This is stunningly
beautiful playing. The members of Trio
Grumiaux serve up tonal breadth, fullness,
and ardor, all tempered by a cultivated
elegance harking back to their eponymous
model. Luc Dewez bathes the numerous
’cello melodies in rich, dusky tone.
Violinist Philippe Koch matches him
in feeling and technique, his tone perhaps
lacking a touch of silver: at [4:38]
in the first of the Jongen pieces, the
sustained high violin note is vibrant
and accurately tuned, but doesn't quite
soar. At the Bösendorfer piano,
Luc Devos is adept at the sort of fluid
arpeggiation abundant in these scores,
sounding particularly liquid in the
Debussy.
Veteran collectors
will know the Belgian composer Joseph
Jongen primarily for his organ works
- his Symphonie concertante was
a Virgil Fox showpiece early in the
LP era - so his Two Pieces will
be a novelty. After a mysterious introduction,
with the piano marking a single pentatonic
line over string harmonics, the opening
Élégie nocturnale
moves into a more conventional, questing
lyricism over intensely chromatic harmonies.
In a nice episode towards the close,
the piano voices a sequence of unstable
chords over pizzicatos from the string
instruments in alternation. The strings
launch the ensuing Allegro appassionato
with buzzy double-stopped chords in
an intense, tautly driving rhythm, before
breaking into flowing, contrapuntally
arranged cantabiles over piano
arpeggios. Koch turns his tonal reticence
to advantage at [1:32], where the violin
sings with touching restraint.
Fauré's Trio,
written when the composer was seventy-six,
is, of course, a mature masterpiece.
At the start, and occasionally later
on, pianist Devos turns oddly stolid,
leaving us overly conscious of the individual
chords rather than the rippling effect.
Otherwise, nothing but praise: the players
build each of the three songful movements
in a single, inexorable arc, maintaining
harmonic tension and an undulating line
through the successions of modulations.
Interestingly, in the unusual violin-and-’cello
unison lines, Koch and Dewez keep their
vibratos active.
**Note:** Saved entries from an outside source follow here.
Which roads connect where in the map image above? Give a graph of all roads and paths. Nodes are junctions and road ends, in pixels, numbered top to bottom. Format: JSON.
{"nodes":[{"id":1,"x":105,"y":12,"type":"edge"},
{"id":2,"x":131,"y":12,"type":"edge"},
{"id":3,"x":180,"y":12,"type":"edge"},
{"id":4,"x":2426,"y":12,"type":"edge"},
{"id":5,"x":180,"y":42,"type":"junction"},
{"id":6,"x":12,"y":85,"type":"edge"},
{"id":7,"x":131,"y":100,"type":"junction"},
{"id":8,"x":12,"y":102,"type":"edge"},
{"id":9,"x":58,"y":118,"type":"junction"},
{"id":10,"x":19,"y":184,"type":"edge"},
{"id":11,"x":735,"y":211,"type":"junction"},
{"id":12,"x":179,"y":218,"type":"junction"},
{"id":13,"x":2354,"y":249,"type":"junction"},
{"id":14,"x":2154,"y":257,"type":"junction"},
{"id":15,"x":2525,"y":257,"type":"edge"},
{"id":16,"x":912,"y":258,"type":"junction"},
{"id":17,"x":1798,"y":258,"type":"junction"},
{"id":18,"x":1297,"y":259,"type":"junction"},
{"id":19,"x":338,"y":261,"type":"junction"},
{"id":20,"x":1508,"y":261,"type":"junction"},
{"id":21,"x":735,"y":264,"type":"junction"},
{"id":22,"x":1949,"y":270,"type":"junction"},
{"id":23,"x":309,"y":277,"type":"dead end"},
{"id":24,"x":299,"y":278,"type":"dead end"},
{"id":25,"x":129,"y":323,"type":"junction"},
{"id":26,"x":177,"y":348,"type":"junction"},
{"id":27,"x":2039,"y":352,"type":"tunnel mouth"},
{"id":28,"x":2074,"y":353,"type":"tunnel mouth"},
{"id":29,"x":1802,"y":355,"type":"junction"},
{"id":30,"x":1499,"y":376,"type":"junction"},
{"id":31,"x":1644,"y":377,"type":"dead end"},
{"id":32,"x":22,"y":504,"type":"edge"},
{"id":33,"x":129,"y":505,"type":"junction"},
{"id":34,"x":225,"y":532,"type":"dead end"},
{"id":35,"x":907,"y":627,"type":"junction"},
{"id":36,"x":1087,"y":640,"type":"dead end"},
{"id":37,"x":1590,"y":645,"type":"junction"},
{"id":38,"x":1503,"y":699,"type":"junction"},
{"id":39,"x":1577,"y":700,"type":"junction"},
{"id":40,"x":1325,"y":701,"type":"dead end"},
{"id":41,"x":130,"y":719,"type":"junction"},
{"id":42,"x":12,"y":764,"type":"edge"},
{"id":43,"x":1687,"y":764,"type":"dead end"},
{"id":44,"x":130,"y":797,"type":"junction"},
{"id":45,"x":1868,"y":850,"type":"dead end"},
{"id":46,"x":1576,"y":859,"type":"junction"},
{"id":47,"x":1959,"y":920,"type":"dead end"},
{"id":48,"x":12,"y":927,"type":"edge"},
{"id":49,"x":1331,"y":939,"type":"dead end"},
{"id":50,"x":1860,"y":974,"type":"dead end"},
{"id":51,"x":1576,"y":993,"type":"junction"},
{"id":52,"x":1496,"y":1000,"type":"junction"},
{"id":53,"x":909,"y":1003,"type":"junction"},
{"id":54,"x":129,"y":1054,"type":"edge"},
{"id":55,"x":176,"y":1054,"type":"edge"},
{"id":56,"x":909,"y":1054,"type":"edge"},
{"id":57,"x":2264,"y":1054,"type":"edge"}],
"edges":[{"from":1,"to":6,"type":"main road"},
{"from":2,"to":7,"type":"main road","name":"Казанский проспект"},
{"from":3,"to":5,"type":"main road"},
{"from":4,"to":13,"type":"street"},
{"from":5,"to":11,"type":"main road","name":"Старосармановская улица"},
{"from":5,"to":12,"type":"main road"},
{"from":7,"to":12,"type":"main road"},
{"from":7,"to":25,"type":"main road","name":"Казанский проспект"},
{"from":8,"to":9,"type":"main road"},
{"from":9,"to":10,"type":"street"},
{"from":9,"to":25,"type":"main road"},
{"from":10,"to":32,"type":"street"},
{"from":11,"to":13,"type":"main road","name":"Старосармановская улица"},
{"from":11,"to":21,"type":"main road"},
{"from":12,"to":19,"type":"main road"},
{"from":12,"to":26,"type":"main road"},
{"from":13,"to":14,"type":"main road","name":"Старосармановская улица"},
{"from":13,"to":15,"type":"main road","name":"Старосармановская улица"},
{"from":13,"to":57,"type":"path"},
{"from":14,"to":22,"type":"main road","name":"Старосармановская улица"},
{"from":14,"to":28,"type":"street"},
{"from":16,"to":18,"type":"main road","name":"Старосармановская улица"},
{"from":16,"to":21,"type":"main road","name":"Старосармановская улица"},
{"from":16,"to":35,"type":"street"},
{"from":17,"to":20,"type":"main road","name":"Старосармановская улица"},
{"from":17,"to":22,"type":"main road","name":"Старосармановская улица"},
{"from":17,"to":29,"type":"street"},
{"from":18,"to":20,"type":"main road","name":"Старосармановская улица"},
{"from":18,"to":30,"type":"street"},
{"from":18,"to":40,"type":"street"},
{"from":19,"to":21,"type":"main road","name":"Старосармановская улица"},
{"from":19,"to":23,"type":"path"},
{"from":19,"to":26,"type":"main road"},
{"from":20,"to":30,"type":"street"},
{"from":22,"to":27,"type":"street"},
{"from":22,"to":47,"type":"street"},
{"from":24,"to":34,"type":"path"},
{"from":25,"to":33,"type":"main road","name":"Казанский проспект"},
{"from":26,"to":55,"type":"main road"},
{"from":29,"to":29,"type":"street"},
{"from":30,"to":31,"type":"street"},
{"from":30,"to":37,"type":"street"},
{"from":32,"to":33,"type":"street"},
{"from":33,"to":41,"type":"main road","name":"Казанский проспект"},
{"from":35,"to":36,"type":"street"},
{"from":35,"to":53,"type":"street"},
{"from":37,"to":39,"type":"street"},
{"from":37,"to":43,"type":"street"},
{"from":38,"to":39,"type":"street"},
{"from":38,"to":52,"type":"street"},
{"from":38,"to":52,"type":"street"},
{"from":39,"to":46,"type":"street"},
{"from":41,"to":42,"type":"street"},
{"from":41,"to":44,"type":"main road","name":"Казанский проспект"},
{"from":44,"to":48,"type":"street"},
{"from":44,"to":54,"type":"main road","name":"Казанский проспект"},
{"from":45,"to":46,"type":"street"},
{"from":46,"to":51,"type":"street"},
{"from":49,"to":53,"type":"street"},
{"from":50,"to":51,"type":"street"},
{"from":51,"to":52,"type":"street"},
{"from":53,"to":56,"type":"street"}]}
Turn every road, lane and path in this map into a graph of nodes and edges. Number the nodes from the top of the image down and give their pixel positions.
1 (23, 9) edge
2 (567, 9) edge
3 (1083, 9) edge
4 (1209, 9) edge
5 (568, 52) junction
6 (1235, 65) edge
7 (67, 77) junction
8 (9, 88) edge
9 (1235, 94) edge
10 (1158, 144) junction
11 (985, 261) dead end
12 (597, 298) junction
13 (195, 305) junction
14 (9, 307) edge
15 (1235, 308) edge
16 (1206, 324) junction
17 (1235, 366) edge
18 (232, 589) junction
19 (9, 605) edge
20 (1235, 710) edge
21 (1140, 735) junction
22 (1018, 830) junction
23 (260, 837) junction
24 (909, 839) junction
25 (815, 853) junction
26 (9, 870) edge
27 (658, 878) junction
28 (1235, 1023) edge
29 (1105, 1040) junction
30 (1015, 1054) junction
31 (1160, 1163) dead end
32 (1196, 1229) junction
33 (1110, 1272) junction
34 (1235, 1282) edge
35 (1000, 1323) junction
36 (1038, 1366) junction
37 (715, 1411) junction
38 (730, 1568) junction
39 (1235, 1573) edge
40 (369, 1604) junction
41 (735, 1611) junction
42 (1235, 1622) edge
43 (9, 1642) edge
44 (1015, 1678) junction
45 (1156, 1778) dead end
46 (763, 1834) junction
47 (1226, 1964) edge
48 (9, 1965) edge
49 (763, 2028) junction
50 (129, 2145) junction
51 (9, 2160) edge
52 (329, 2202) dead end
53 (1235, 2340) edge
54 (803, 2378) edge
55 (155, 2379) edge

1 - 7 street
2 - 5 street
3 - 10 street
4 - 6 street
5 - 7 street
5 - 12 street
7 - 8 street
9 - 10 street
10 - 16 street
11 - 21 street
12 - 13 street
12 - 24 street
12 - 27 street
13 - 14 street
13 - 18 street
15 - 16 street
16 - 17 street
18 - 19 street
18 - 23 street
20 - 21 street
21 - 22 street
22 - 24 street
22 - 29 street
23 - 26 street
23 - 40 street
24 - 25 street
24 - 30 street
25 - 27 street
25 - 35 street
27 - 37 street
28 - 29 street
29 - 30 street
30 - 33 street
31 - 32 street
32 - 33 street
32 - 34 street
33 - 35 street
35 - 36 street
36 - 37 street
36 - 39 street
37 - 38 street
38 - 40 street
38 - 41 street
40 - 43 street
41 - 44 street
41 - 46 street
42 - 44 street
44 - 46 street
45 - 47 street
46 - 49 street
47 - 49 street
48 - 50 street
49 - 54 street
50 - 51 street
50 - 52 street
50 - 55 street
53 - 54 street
This tends to call
attention to the inevitable pitch discrepancies,
but still strikes me as preferable to
the denatured sound which is the usual
alternative.
Debussy's early four-movement
Trio, once believed lost, was rediscovered
in the early 1980s. Cast in straightforward
harmonies similar to those in the composer's
early piano works, not only is it clearly
the work of a young composer, but, after
the Fauré, it sounds like that
of a chronologically earlier one as
well! Guido Defever's booklet note cites
Franck as a stylistic model, but the
music's sunny temperament and disarming
simplicity more readily suggest Schumann,
whom Defever also mentions. In the first
movement, the second subject's yearning
aspirations even provide a hint of Tchaikovsky
- is it a coincidence that in the summer
of 1880, Debussy travelled in Western
Europe with Madame von Meck, Tchaikovsky's
patroness? The Finale offers
a nice touch: the music simmers down
to an apparent quiet ending, at which
point buoyant, scurrying activity suddenly
carries the music to a more unequivocally
affirmative conclusion. The players,
once again, build and relax naturally
through the phrases, without overdoing
the Romantic passion.
Vivid, immediate sonics
enhance these marvellous performances:
a slight volume cut will mitigate the
close perspectives, along with a touch
of plumminess in the piano reproduction.